Real-Time Reverse-Transcriptase Polymerase Chain Reaction (RT-PCR) test had the best performance eight days after contagion (on average, the patient was symptomatic on day three), but our best still had a false-negative rate of 20 percent – this equates into one in five people with false-negative test results.19, 20 & 42 High-risk exposure patients and patients who are immunocompromised should be cared for as if they have SARS-CoV-2 until proven otherwise when symptoms are consistent with SARS-CoV-2. In case one and case two had early empirical treatment not been started, the patient would have lost five days and six days of therapy, respectively; thus, diminishing chances of survival. In case two had the patient stopped his treatment on May 3rd instead of May 15th because of a “potential false-negative,” he would have missed 12 days of treatment, potentially exposing him to disease proliferation. 



It should be mentioned that telemedicine has been put to the test during these trying times. The success of these two cases and the safety permitted by monitoring remotely and providing real-time consultations by phone could not have been achieved without the integration of telemedicine. This experience has enabled us to witness the advancement of technology in medicine personally.
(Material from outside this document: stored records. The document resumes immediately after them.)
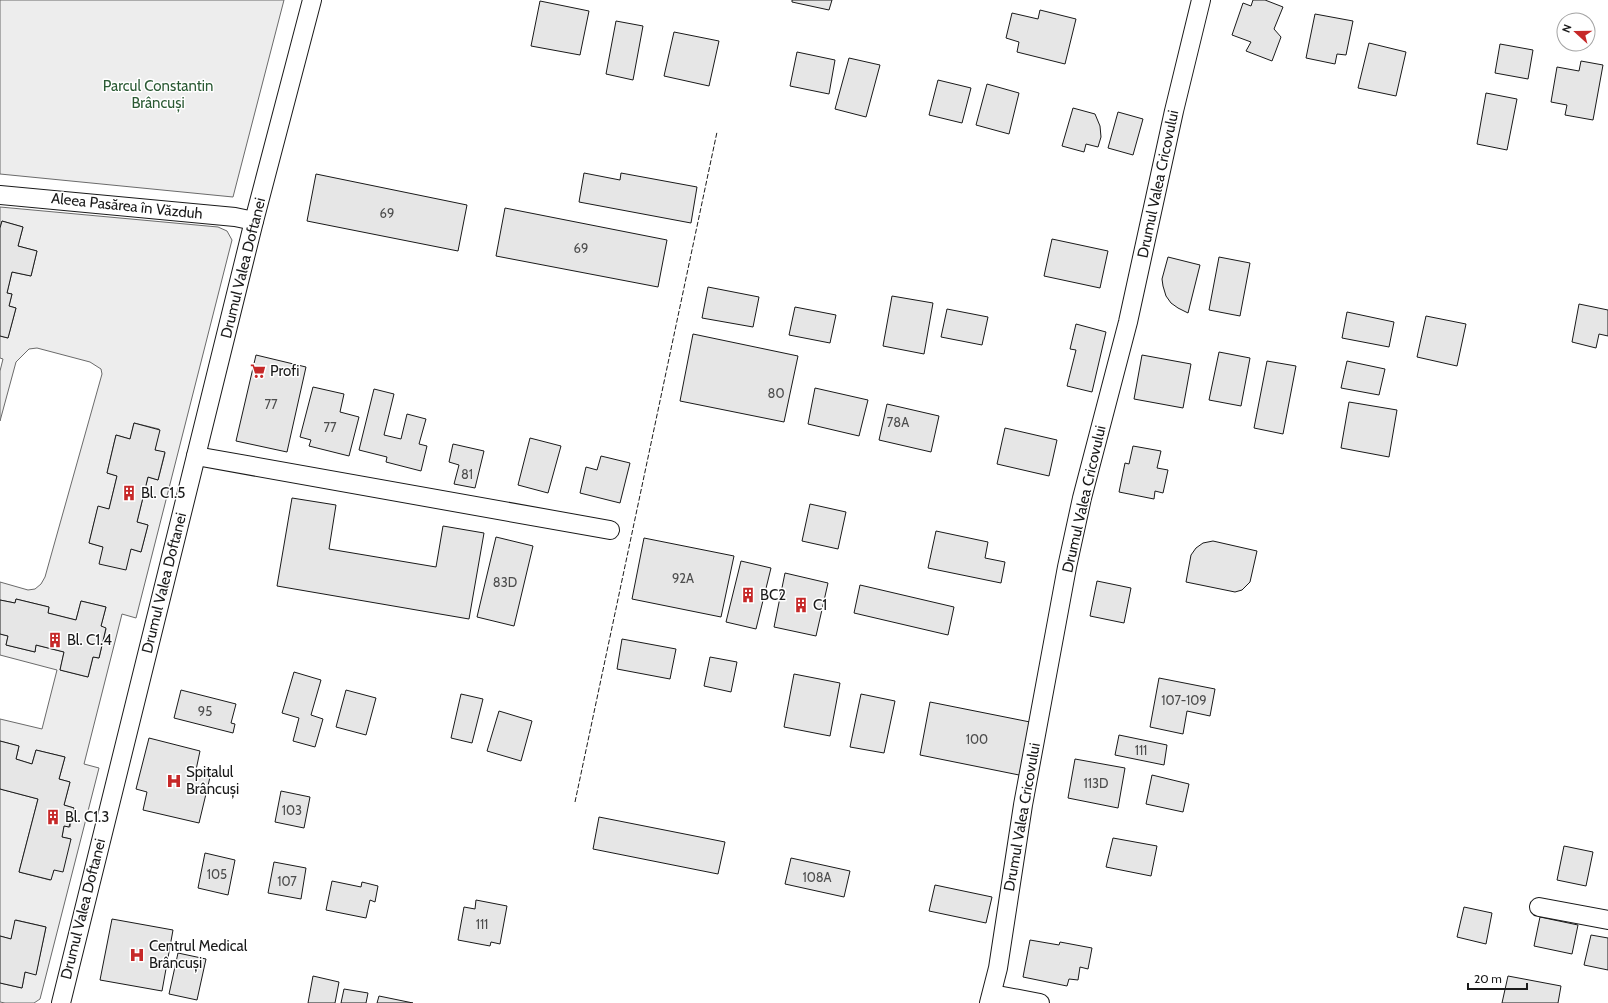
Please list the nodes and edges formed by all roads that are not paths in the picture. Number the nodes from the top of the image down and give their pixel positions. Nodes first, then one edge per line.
1 (312, 0) edge
2 (1201, 0) edge
3 (0, 195) edge
4 (254, 221) junction
5 (196, 456) junction
6 (610, 530) dead end
7 (1539, 907) dead end
8 (1608, 920) edge
9 (990, 998) edge
10 (61, 1003) edge
11 (1040, 1003) edge

1 - 4 street, Drumul Valea Doftanei
2 - 9 street, Drumul Valea Cricovului
3 - 4 street, Aleea Pasărea în Văzduh
4 - 5 street, Drumul Valea Doftanei
5 - 6 street
5 - 10 street, Drumul Valea Doftanei
7 - 8 street
9 - 11 street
Inhaled corticosteroids are a powerful tool. The evidence is currently under review in regards to the precision and power that inhaled corticosteroids possess; these studies are being performed by France4, Spain44, Sweden6 the University of Oxford3, and the National Institutes of Health (NIH)27. It is our understanding that there is more than one way to treat SARS-CoV-2, but it is with great respect to the studies that have come before and will come after ours that these case studies and the treatments provided be considered in the arsenal of powerful therapies to be used when treating SARS-CoV-2. A call to arms was sounded on January 20, 2020, when the first case of SARS-CoV-2 was first identified in the United States and in March 2020 a successful empirical treatment plan was put into place (budesonide 0.5mg nebulizer, twice daily, clarithromycin (Biaxin) 500mg tab, twice daily for ten days, Zinc 50mg tab, twice daily, and aspirin 81mg tab, daily). It shall also be noted that patients are handled in a case by case manner. Some patients may require an increase in the budesonide dose due to chest tightness or shortness of breath. Nebulized budesonide 1mg every two-hours has been effective for patients in those circumstances.